* [Supplied records]
Content starts

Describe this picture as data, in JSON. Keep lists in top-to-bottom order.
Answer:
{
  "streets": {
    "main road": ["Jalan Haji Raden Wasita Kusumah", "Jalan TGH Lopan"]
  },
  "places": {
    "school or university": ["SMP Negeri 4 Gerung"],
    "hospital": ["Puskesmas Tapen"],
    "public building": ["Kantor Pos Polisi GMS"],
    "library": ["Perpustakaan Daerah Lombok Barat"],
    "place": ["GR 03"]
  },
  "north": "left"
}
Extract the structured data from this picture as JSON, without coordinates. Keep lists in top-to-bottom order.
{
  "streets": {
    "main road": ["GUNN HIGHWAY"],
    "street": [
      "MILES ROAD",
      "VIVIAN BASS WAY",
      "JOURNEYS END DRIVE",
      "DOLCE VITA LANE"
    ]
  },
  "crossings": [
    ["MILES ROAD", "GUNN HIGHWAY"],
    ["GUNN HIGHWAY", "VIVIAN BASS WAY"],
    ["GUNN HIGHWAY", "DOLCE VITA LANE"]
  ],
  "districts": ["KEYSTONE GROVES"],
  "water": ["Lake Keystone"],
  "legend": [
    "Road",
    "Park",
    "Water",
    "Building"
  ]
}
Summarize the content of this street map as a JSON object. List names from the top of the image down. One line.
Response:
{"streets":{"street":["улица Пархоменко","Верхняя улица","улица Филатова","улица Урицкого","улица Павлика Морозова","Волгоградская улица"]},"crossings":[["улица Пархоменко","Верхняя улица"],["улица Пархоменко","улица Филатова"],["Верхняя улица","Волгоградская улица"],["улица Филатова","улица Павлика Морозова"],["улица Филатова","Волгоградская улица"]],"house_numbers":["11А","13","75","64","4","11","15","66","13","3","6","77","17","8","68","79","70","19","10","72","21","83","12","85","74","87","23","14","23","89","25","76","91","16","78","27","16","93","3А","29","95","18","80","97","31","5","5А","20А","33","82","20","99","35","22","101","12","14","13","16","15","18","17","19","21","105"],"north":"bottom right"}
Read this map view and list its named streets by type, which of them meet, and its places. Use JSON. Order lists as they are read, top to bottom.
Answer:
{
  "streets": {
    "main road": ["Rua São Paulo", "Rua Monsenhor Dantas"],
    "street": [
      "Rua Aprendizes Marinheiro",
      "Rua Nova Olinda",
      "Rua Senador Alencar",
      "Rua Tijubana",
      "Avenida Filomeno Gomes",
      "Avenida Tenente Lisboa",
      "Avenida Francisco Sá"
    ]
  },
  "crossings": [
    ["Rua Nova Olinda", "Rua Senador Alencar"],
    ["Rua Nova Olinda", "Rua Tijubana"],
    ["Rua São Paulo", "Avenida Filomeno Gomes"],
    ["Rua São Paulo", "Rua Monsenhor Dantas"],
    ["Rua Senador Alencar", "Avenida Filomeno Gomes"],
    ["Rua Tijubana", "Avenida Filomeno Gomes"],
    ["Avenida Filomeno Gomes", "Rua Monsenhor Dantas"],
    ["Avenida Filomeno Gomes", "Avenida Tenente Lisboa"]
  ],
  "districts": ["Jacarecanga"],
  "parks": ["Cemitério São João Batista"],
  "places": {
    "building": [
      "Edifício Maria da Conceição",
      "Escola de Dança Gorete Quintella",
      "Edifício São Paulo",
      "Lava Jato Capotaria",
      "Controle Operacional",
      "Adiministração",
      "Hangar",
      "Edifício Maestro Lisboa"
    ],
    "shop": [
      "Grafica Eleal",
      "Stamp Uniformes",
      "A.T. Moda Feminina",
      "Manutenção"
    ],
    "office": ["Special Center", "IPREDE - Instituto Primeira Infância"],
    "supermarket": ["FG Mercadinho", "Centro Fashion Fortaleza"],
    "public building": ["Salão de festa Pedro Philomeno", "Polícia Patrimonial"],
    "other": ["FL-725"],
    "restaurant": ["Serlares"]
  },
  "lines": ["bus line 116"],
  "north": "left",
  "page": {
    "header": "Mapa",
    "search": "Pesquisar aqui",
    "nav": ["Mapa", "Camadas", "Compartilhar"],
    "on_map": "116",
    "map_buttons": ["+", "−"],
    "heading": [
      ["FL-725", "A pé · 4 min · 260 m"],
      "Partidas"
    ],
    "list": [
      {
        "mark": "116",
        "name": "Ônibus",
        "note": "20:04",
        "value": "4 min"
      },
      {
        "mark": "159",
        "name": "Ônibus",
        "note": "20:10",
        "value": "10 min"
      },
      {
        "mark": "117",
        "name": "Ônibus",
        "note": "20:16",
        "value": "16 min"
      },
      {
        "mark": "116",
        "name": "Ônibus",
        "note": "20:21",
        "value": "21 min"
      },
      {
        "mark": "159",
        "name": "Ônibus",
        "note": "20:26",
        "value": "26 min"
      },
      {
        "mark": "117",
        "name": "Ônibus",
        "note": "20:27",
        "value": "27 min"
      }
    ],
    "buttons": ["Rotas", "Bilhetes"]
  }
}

Content ends

* [What is being asked]
Exactly the lines running from the top of the records to the line that contains "Read this map", inclusive, must be set down, and nothing more.

* [Answer to the exercise]
Describe this picture as data, in JSON. Keep lists in top-to-bottom order.
Answer:
{
  "streets": {
    "main road": ["Jalan Haji Raden Wasita Kusumah", "Jalan TGH Lopan"]
  },
  "places": {
    "school or university": ["SMP Negeri 4 Gerung"],
    "hospital": ["Puskesmas Tapen"],
    "public building": ["Kantor Pos Polisi GMS"],
    "library": ["Perpustakaan Daerah Lombok Barat"],
    "place": ["GR 03"]
  },
  "north": "left"
}
Extract the structured data from this picture as JSON, without coordinates. Keep lists in top-to-bottom order.
{
  "streets": {
    "main road": ["GUNN HIGHWAY"],
    "street": [
      "MILES ROAD",
      "VIVIAN BASS WAY",
      "JOURNEYS END DRIVE",
      "DOLCE VITA LANE"
    ]
  },
  "crossings": [
    ["MILES ROAD", "GUNN HIGHWAY"],
    ["GUNN HIGHWAY", "VIVIAN BASS WAY"],
    ["GUNN HIGHWAY", "DOLCE VITA LANE"]
  ],
  "districts": ["KEYSTONE GROVES"],
  "water": ["Lake Keystone"],
  "legend": [
    "Road",
    "Park",
    "Water",
    "Building"
  ]
}
Summarize the content of this street map as a JSON object. List names from the top of the image down. One line.
Response:
{"streets":{"street":["улица Пархоменко","Верхняя улица","улица Филатова","улица Урицкого","улица Павлика Морозова","Волгоградская улица"]},"crossings":[["улица Пархоменко","Верхняя улица"],["улица Пархоменко","улица Филатова"],["Верхняя улица","Волгоградская улица"],["улица Филатова","улица Павлика Морозова"],["улица Филатова","Волгоградская улица"]],"house_numbers":["11А","13","75","64","4","11","15","66","13","3","6","77","17","8","68","79","70","19","10","72","21","83","12","85","74","87","23","14","23","89","25","76","91","16","78","27","16","93","3А","29","95","18","80","97","31","5","5А","20А","33","82","20","99","35","22","101","12","14","13","16","15","18","17","19","21","105"],"north":"bottom right"}
Read this map view and list its named streets by type, which of them meet, and its places. Use JSON. Order lists as they are read, top to bottom.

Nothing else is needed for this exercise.